- **DATA PROVIDED**
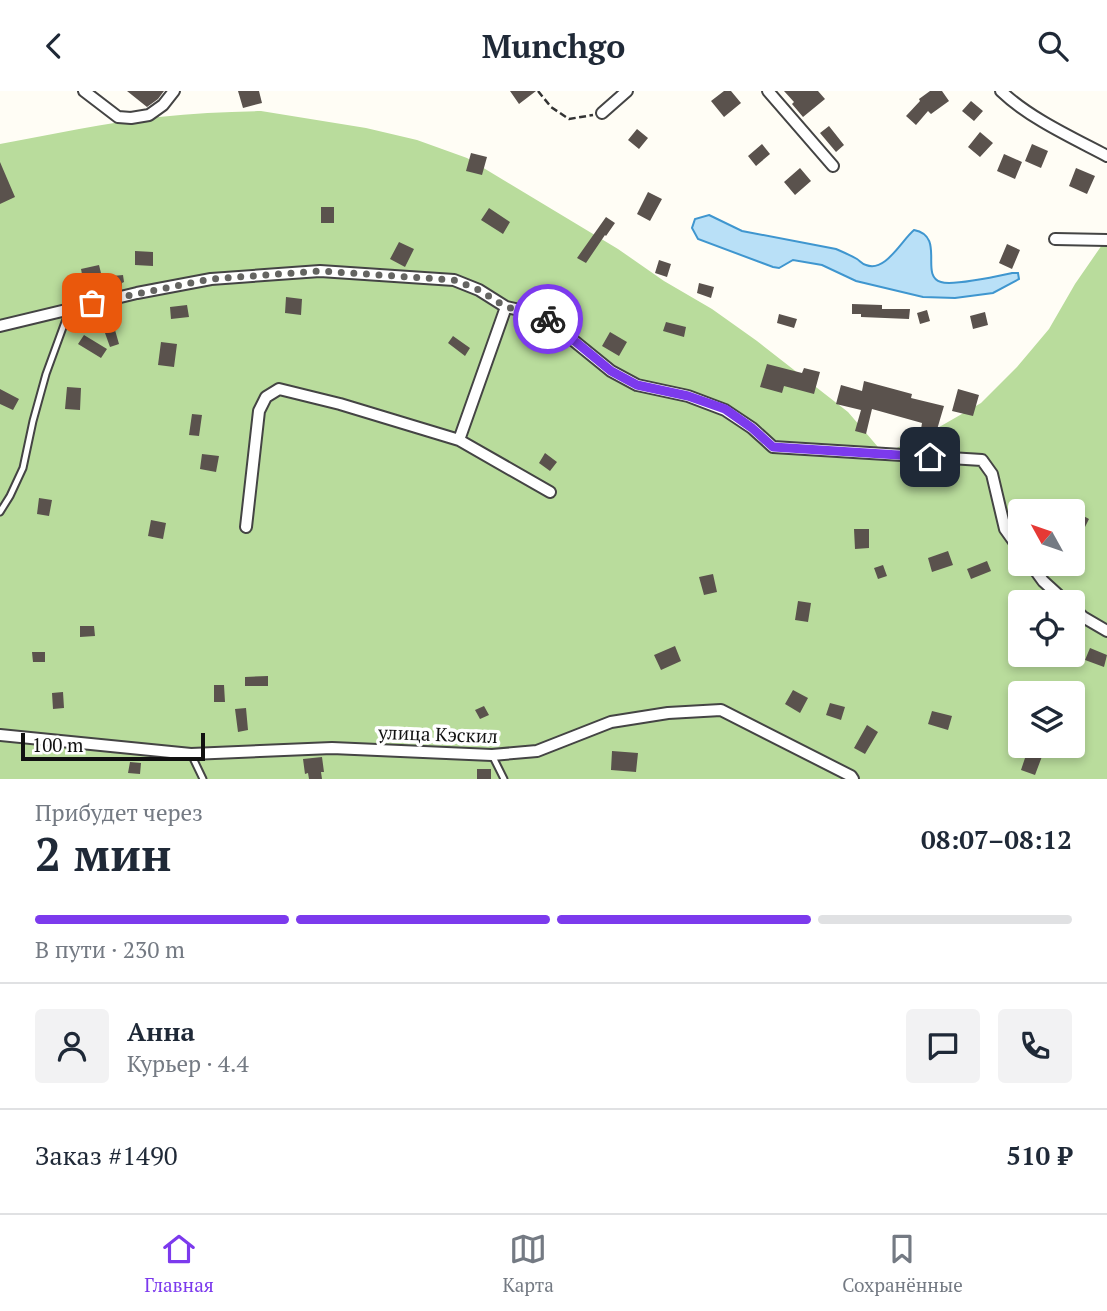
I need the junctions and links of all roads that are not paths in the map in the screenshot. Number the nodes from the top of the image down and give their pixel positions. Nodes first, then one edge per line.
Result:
1 (84, 91) edge
2 (174, 91) edge
3 (627, 91) edge
4 (768, 91) edge
5 (1001, 91) edge
6 (603, 113) road end
7 (1107, 156) edge
8 (833, 166) dead end
9 (1055, 239) dead end
10 (1107, 240) edge
11 (506, 307) junction
12 (69, 309) junction
13 (0, 326) edge
14 (460, 440) junction
15 (550, 492) dead end
16 (0, 512) edge
17 (246, 527) dead end
18 (1008, 533) edge
19 (1039, 576) edge
20 (1052, 590) edge
21 (1085, 618) edge
22 (1107, 631) edge
23 (0, 735) edge
24 (191, 754) junction
25 (492, 755) junction
26 (203, 779) edge
27 (504, 779) edge
28 (853, 779) edge

1 - 2 street
3 - 6 street
4 - 8 street
5 - 7 street
9 - 10 street
11 - 12 street
11 - 14 street
11 - 18 street
12 - 13 street
12 - 16 lane
14 - 15 street
14 - 17 street
19 - 20 street
21 - 22 street
23 - 24 street, улица Кэскил
24 - 25 street, улица Кэскил
24 - 26 lane
25 - 27 lane
25 - 28 street, улица Кэскил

- **PROBLEM TO SOLVE**
Copy out the material above in full and exactly, but with no pictures.

- **RESPONSE TO THIS TASK**
I need the junctions and links of all roads that are not paths in the map in the screenshot. Number the nodes from the top of the image down and give their pixel positions. Nodes first, then one edge per line.
Result:
1 (84, 91) edge
2 (174, 91) edge
3 (627, 91) edge
4 (768, 91) edge
5 (1001, 91) edge
6 (603, 113) road end
7 (1107, 156) edge
8 (833, 166) dead end
9 (1055, 239) dead end
10 (1107, 240) edge
11 (506, 307) junction
12 (69, 309) junction
13 (0, 326) edge
14 (460, 440) junction
15 (550, 492) dead end
16 (0, 512) edge
17 (246, 527) dead end
18 (1008, 533) edge
19 (1039, 576) edge
20 (1052, 590) edge
21 (1085, 618) edge
22 (1107, 631) edge
23 (0, 735) edge
24 (191, 754) junction
25 (492, 755) junction
26 (203, 779) edge
27 (504, 779) edge
28 (853, 779) edge

1 - 2 street
3 - 6 street
4 - 8 street
5 - 7 street
9 - 10 street
11 - 12 street
11 - 14 street
11 - 18 street
12 - 13 street
12 - 16 lane
14 - 15 street
14 - 17 street
19 - 20 street
21 - 22 street
23 - 24 street, улица Кэскил
24 - 25 street, улица Кэскил
24 - 26 lane
25 - 27 lane
25 - 28 street, улица Кэскил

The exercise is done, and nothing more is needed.